Assignment
Return each line of the records below in which the string "Gołębia" turns up.

Information provided

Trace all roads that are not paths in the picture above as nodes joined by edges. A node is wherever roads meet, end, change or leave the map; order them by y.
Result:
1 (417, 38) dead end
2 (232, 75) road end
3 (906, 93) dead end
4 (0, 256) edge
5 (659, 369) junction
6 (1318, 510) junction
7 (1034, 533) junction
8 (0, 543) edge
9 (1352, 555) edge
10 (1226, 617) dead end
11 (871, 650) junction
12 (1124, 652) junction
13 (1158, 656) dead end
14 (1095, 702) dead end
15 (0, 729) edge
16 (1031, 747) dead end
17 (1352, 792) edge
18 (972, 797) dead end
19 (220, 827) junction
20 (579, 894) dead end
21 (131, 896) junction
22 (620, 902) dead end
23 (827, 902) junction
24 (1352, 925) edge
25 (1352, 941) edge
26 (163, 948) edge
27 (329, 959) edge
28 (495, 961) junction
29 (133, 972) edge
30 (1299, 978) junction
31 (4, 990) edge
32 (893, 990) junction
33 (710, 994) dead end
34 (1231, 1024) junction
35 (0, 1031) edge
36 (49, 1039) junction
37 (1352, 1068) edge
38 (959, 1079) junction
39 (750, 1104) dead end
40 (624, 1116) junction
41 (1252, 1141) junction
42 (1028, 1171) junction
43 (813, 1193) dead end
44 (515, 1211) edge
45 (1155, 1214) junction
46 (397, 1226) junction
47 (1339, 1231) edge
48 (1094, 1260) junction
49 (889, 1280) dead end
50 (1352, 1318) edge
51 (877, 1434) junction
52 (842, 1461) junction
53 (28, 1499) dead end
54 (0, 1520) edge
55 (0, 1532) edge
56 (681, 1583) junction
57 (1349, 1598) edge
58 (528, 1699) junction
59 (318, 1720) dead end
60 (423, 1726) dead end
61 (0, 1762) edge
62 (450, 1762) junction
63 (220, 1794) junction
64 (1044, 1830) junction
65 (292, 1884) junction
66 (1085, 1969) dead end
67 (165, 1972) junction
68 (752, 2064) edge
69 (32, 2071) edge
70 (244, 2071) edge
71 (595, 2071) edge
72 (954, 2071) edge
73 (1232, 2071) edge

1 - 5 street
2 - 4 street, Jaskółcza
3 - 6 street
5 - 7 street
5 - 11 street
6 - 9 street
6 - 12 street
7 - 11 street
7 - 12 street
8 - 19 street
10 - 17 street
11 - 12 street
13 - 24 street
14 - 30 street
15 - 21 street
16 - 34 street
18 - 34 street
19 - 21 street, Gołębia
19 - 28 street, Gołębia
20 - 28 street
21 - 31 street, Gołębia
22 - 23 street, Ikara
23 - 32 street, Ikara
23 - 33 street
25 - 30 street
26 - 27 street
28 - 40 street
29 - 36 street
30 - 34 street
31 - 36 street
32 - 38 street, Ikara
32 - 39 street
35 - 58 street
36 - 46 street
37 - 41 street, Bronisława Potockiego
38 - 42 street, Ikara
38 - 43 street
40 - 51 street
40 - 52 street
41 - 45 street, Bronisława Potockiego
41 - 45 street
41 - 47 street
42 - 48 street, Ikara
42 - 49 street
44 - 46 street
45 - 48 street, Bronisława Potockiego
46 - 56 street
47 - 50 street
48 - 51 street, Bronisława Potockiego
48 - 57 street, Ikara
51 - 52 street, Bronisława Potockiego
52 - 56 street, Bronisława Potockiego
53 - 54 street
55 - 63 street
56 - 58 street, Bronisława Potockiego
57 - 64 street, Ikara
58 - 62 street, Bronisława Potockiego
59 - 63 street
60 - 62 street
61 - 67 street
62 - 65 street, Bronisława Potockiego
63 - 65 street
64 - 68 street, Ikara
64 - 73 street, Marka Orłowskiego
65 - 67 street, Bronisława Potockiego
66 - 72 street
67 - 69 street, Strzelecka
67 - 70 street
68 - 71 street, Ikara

Solution below
19 - 21 street, Gołębia
19 - 28 street, Gołębia
21 - 31 street, Gołębia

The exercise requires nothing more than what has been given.